Urban Sustainability

Kevin Palma
December 3, 2016

Submitted as coursework for PH240, Stanford University, Fall 2016

What is Urban Sustainability and Why Do We Need It?

Fig. 1: Cost of Renewable Energy. [2] (Source: K. Palma)

The earth's population is continuously increasing. This rapid growth of populations has also lead to the migration to cities and the overall growth of these urban areas. As cities continue to grow in size, the energy demand increases along with the amount of emissions from current natural resources. This scenario proposes a series of issues for ecosystem services (goods we get from the environment) such as water, air, and food quality. As these issues begin to compound, other important factors such as economic and social issues arise. As you can see in Fig. 1, there is a very high concentration surrounding urban cities. Currently 51% of the Earth's population lives within 2% of the Earth's surface area. As the density of urban areas grow, the challenge is to create an urban environment for humans that does not impact the natural ecosystem in the surrounding areas. In order to achieve a sustainable city, one must take a multidisciplinary approach to solve this interconnected puzzle. The goal of solving this puzzle is to create an urban environment with clean ecosystem services and this will allow a city to prosper. Once this puzzle is completed, we will have a sustainable urban area.

Urban Issues

Urban areas are typically known for carbon dioxide emissions. Heating from natural gas, cars burning fossil fuels, factories emitting for production purposes, these are all contributors to poor air quality. Although household units in urban areas typically consume less resources that lead to carbon emissions, the density (amount of units) is per capita is a lot higher. Poor air quality leads to health issues for citizens and overall negatively impacts the quality of life in urban areas. [1]
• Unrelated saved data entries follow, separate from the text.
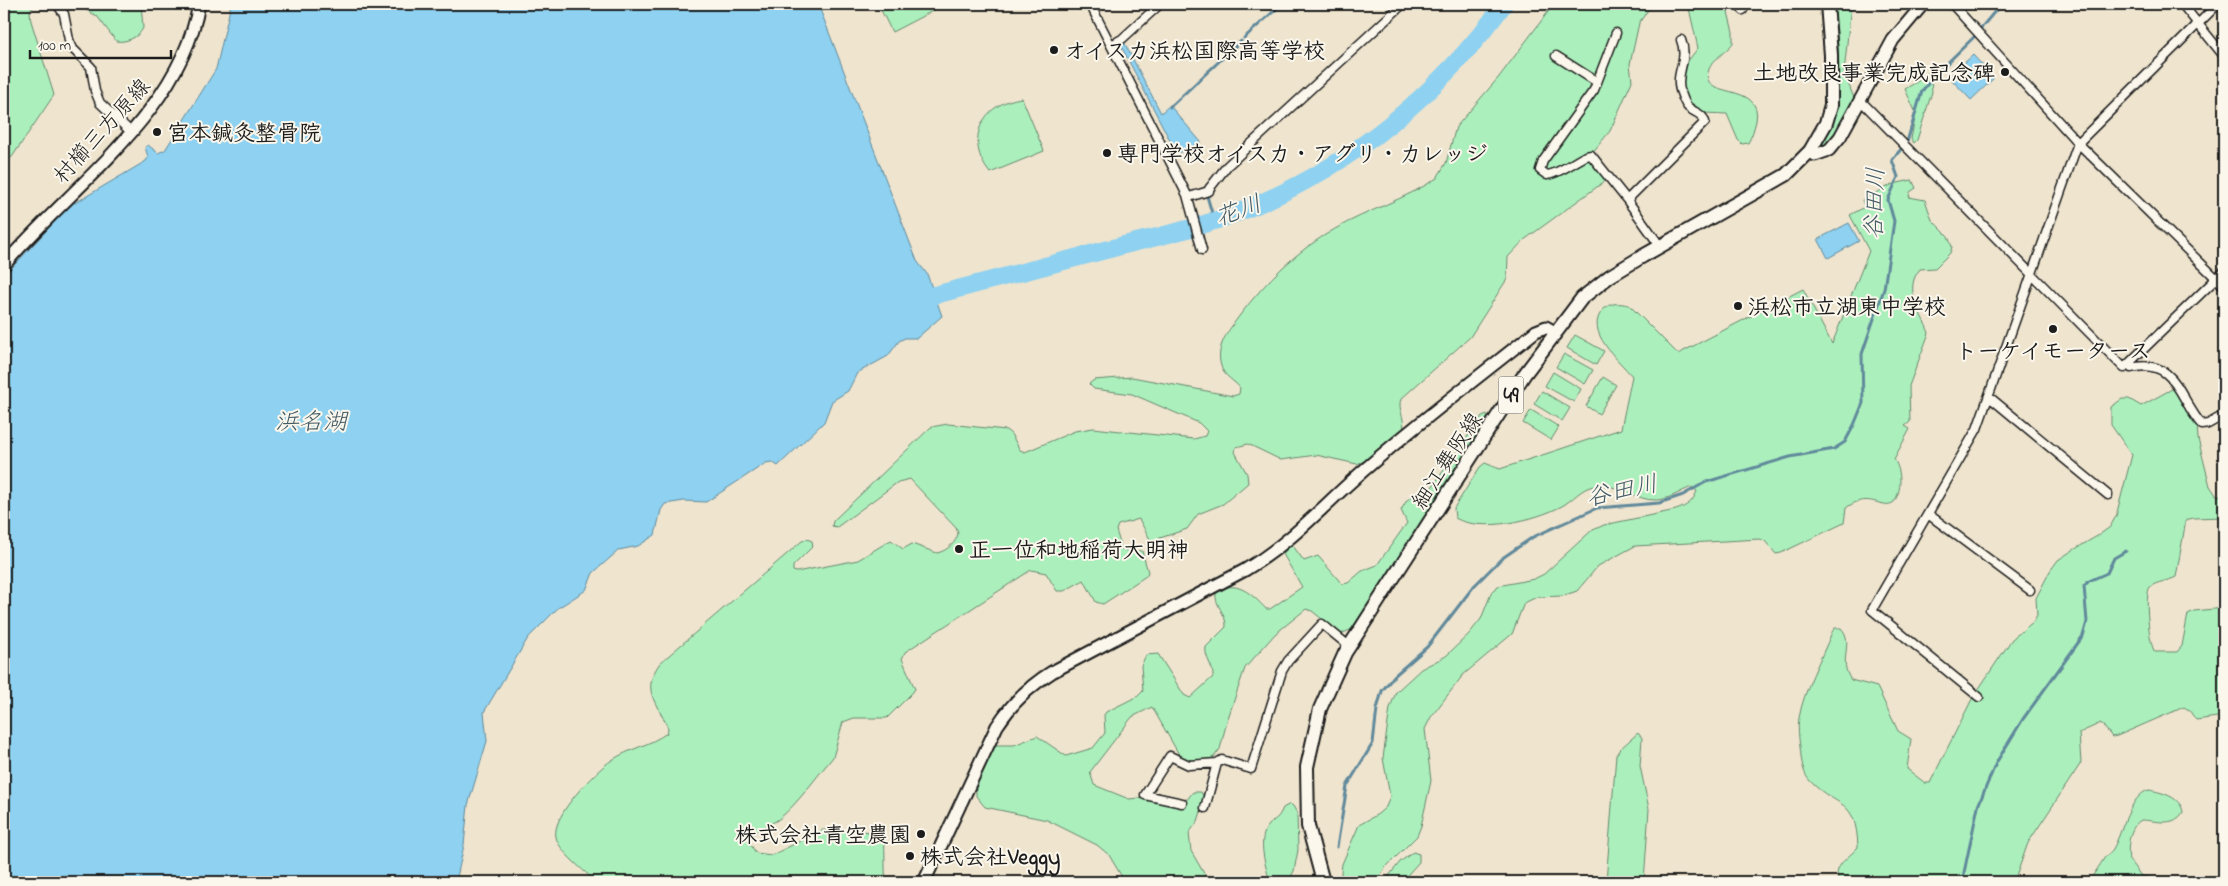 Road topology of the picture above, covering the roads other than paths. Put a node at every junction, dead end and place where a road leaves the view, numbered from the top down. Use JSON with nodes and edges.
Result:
{"nodes":[{"id":1,"x":57,"y":4,"type":"edge"},
{"id":2,"x":199,"y":4,"type":"edge"},
{"id":3,"x":1090,"y":4,"type":"edge"},
{"id":4,"x":1160,"y":4,"type":"edge"},
{"id":5,"x":1403,"y":4,"type":"edge"},
{"id":6,"x":1827,"y":4,"type":"edge"},
{"id":7,"x":1923,"y":4,"type":"edge"},
{"id":8,"x":1952,"y":4,"type":"edge"},
{"id":9,"x":2182,"y":4,"type":"edge"},
{"id":10,"x":2218,"y":4,"type":"edge"},
{"id":11,"x":2197,"y":25,"type":"junction"},
{"id":12,"x":1616,"y":33,"type":"dead end"},
{"id":13,"x":1681,"y":40,"type":"dead end"},
{"id":14,"x":1111,"y":45,"type":"junction"},
{"id":15,"x":1556,"y":56,"type":"dead end"},
{"id":16,"x":2224,"y":56,"type":"edge"},
{"id":17,"x":1597,"y":82,"type":"junction"},
{"id":18,"x":1858,"y":102,"type":"junction"},
{"id":19,"x":130,"y":132,"type":"junction"},
{"id":20,"x":2078,"y":143,"type":"junction"},
{"id":21,"x":1810,"y":151,"type":"junction"},
{"id":22,"x":1189,"y":199,"type":"junction"},
{"id":23,"x":1627,"y":200,"type":"junction"},
{"id":24,"x":1660,"y":246,"type":"junction"},
{"id":25,"x":1202,"y":250,"type":"dead end"},
{"id":26,"x":4,"y":265,"type":"edge"},
{"id":27,"x":2224,"y":271,"type":"edge"},
{"id":28,"x":2031,"y":274,"type":"junction"},
{"id":29,"x":2216,"y":278,"type":"junction"},
{"id":30,"x":2224,"y":286,"type":"edge"},
{"id":31,"x":1555,"y":332,"type":"junction"},
{"id":32,"x":2128,"y":365,"type":"junction"},
{"id":33,"x":1988,"y":399,"type":"junction"},
{"id":34,"x":2224,"y":415,"type":"edge"},
{"id":35,"x":2108,"y":496,"type":"dead end"},
{"id":36,"x":1928,"y":514,"type":"junction"},
{"id":37,"x":2030,"y":590,"type":"dead end"},
{"id":38,"x":1349,"y":646,"type":"junction"},
{"id":39,"x":1980,"y":697,"type":"dead end"},
{"id":40,"x":1217,"y":763,"type":"junction"},
{"id":41,"x":1182,"y":803,"type":"dead end"},
{"id":42,"x":1205,"y":808,"type":"dead end"},
{"id":43,"x":924,"y":882,"type":"edge"},
{"id":44,"x":1323,"y":882,"type":"edge"}],
"edges":[{"from":1,"to":19,"type":"street"},
{"from":2,"to":19,"type":"street","name":"村櫛三方原線"},
{"from":3,"to":14,"type":"street"},
{"from":4,"to":14,"type":"street"},
{"from":5,"to":22,"type":"street"},
{"from":6,"to":21,"type":"main road","name":"細江舞阪線","number":"49"},
{"from":7,"to":18,"type":"street"},
{"from":8,"to":20,"type":"street"},
{"from":9,"to":11,"type":"street"},
{"from":10,"to":11,"type":"street"},
{"from":11,"to":16,"type":"street"},
{"from":11,"to":20,"type":"street"},
{"from":12,"to":17,"type":"street"},
{"from":13,"to":23,"type":"street"},
{"from":14,"to":22,"type":"street"},
{"from":15,"to":17,"type":"street"},
{"from":17,"to":23,"type":"street"},
{"from":18,"to":21,"type":"street"},
{"from":18,"to":28,"type":"street"},
{"from":19,"to":26,"type":"street","name":"村櫛三方原線"},
{"from":20,"to":28,"type":"street"},
{"from":20,"to":29,"type":"street"},
{"from":21,"to":24,"type":"main road","name":"細江舞阪線","number":"49"},
{"from":22,"to":25,"type":"street"},
{"from":23,"to":24,"type":"street"},
{"from":24,"to":31,"type":"main road","name":"細江舞阪線","number":"49"},
{"from":27,"to":29,"type":"street"},
{"from":28,"to":32,"type":"street"},
{"from":28,"to":33,"type":"street"},
{"from":29,"to":30,"type":"street"},
{"from":29,"to":32,"type":"street"},
{"from":31,"to":38,"type":"main road","name":"細江舞阪線","number":"49"},
{"from":31,"to":43,"type":"street"},
{"from":32,"to":34,"type":"street"},
{"from":33,"to":35,"type":"street"},
{"from":33,"to":36,"type":"street"},
{"from":36,"to":37,"type":"street"},
{"from":36,"to":39,"type":"street"},
{"from":38,"to":40,"type":"street"},
{"from":38,"to":44,"type":"main road","name":"細江舞阪線","number":"49"},
{"from":40,"to":41,"type":"street"},
{"from":40,"to":42,"type":"street"}]}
Water quality in urban areas is very often polluted, most of the time not even on purpose. Urban runoff is a process caused from everyday car use such as the rubber from tires, oil spills and other car fluids from the road being washed away by rainfall. As the mixture reaches soil and storm drains, a majority of it begins to sit in the soil and some of it even reaches bodies of water. It is quite often that water is sent to a waste water treatment plant, where the water is filtered and recycled. This can at times be a costly process depending on the contaminants in the water. Essentially the less polluted the water is to start, the less the city will be paying to filter it.


First and foremost, the technology on renewable energy resources has begun to greatly increase. Solar, wind, and hydro power sources have the best potential to reduce carbon emissions. These sources are currently not developed enough to support entire cities. Hydro-power is very limited because of the lack of large bodies of water to support a dam. Solar power is limited because of a lack of ability to harness energy from the sun and store it. Another large issue is the pricing of the resources. Renewable energy sources are less developed, thus there is more complicated technology that is required to harness this source of energy. As the technology is developed and continues to grow in complications, it is likely that these sources will continue to be more expensive compared to natural gas and petroleum. Governments have already set carbon taxes and other policies to reach total reduction form carbon emissions within a few decades.


Urban environments are full of carbon emissions, they come from a variety of sources and negatively impact the quality of life with the city. Renewable energy resources are the answer to achieving urban sustainability. These sources will work with the environment to harness energy and ultimately draw humans away from fossil fuels and natural gas. With these polluting sources gone, the air will be fresher, the water will have less pollutants, and we will have achieved a sustainable urban city.

© Kevin Palma. The author grants permission to copy, distribute and display this work in unaltered form, with attribution to the author, for noncommercial purposes only. All other rights, including commercial rights, are reserved to the author.


[1] R. L. Maynard, "Health Effects of Urban Pollution," in Air Quality in Urban Environments, ed. by R. E. Hester and R. M. Harrison (R. Soc. Chem. Publishing, 2009).

[2] R. Gelman, "2009 Renewable Energy Data Book," U.S. Office of Energy Efficiency and Renewable Energy, DOE/GO-102010-3074, August 2010.